5. Types of Dyslexia It’s important to remember that dyslexic individuals are just that: individuals! Different teaching methods will have varying degrees of success on different students, and this website lists different stimuli that may prove effective on different sub-categories of dyslexia. While many resources deal specifically with dyslexia in children, the Dyslexia Reading Well website breaks down into different categories and offers unique insights into individuals that may develop dyslexia later in life.
6. Four Things All Educators Should Understand About the Dyslexic Brain In this short article by Patrick Wilson’s, he separates the surmountable symptoms of dyslexia from the condition itself. Wilson’s four points highlight the parts of written language that might prove difficult for dyslexic students, while also showcasing their creative strengths. It’s well-rounded and important reading.
7. Understanding Your Dyslexia. This article published by the International Dyslexia Association emphasizes a deceptively simple teaching strategy: a multisensory approach. We’ve known for decades that different individuals respond more favorably to different types of education: some are auditory learners, some visual, and others respond to tactile experiences. Why wouldn’t we use this knowledge to bridge a gap in understanding with dyslexic students and peers?
8. A Guide for Teachers and Parents This article outlines simple but effective methods of communicating with dyslexic students. These methods include using different coloured chalk or dry-erase markers in a lesson, clear underpinning of spelling rules and patterns, and marking strategies that award students for their creativity as much as their logical prowess.
9. Getting Around My Dyslexia This personal look into the life of Neil Cottrell is chock-full of useful tips for both teachers and students, such as the importance of text-to-speech software and autocorrect in a dyslexic student’s life. Neil also describes how he was able to deal with his dyslexia with simple and inexpensive methods, such as having his teachers read passages aloud to him, or using his cell phone to make to-do lists throughout the day.

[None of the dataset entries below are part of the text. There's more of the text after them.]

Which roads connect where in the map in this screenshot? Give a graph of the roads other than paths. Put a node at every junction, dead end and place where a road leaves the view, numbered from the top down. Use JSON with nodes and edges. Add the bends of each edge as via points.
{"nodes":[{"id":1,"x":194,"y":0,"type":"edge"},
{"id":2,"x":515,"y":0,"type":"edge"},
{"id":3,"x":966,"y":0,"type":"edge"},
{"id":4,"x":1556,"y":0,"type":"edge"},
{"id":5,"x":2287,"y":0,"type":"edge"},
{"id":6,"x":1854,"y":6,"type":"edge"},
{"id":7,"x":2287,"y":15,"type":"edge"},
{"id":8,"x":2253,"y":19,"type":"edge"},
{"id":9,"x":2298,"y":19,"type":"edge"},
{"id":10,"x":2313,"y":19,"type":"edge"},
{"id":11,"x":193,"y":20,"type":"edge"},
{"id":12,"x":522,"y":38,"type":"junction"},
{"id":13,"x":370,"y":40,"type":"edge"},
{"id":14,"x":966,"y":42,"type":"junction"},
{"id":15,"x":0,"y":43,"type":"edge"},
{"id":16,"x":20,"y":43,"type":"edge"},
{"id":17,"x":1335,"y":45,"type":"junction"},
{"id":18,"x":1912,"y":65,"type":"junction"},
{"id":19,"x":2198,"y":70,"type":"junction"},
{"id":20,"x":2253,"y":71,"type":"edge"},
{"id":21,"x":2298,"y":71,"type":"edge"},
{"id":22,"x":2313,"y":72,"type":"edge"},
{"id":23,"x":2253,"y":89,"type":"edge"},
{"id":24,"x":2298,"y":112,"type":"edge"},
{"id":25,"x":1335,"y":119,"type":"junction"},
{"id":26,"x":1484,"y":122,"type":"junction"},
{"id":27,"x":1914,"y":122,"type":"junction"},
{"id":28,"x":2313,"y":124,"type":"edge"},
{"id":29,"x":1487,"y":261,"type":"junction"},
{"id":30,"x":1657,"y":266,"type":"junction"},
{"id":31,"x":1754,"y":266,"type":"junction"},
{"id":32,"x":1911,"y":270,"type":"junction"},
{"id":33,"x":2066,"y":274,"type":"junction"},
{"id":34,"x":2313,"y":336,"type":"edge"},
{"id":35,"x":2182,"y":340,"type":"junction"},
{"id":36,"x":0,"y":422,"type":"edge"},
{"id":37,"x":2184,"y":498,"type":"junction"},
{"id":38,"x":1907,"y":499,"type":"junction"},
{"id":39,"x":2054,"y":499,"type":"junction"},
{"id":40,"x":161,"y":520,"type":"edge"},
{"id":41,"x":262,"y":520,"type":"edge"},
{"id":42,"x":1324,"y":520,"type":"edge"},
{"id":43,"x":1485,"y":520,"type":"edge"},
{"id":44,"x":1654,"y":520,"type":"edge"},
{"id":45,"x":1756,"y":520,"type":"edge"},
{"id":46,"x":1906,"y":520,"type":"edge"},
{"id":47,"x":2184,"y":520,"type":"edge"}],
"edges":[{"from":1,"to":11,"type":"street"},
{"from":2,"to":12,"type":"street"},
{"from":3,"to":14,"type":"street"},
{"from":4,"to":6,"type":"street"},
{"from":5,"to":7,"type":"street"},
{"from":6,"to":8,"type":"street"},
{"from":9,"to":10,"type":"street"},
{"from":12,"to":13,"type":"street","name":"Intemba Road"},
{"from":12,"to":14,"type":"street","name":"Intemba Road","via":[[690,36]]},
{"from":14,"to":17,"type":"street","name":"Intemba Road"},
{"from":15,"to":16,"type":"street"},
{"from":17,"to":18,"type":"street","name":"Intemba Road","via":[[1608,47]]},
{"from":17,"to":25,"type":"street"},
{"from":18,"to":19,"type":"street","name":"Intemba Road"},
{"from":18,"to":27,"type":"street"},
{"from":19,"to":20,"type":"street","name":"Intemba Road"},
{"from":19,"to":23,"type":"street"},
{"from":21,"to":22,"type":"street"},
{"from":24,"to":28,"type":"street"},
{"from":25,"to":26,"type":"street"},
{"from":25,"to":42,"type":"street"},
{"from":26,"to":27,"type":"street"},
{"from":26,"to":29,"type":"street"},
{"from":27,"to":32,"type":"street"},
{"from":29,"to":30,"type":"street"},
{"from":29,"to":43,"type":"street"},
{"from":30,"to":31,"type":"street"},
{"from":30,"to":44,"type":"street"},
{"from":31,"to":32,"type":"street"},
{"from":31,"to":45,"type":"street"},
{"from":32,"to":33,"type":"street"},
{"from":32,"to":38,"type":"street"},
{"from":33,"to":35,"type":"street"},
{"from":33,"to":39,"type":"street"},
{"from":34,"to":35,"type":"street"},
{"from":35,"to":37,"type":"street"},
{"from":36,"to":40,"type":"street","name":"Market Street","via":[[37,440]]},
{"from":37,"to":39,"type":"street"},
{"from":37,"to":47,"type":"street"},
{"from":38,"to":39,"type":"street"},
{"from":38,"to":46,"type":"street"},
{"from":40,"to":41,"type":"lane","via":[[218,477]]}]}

10. Dealing With Dyslexia In this blog post, teacher Lori Bourne catalogues resources that have helped her understand dyslexia in her family members and students. This blog is an encouraging example of an educator that is eager to help her students by understanding their difficulties. At her most inspirational, Lori recognizes the achievements of famous dyslexics such as Albert Einstein and Pablo Picasso and concludes that “these people weren’t brilliant in spite of being dyslexic; they were brilliant because they were dyslexic.”
“A teacher sent the following note home with a six-year-old boy: ‘He is too stupid to learn.’ That boy was Thomas A. Edison,” said Edison himself. Edison’s teachers assumed that, because he was dyslexic, he would never amount to anything.
As history has proven, they could not have been more wrong.
Dyslexia is not a condition that paralyzes someone on the road to success, nor should it be a condition that paralyzes a teacher in the classroom. Being well-versed in the signs of dyslexia will allow you to spot struggling students early and better understand how to help them.
And, who knows? You could be teaching the next Henry Ford, Agatha Christie, or Walt Disney. Maybe there’s a Steve Jobs or Beethoven in your class. All famous, all successful, these individuals were also all dyslexic, and not a single one was disabled.
It’s all just a matter of understanding.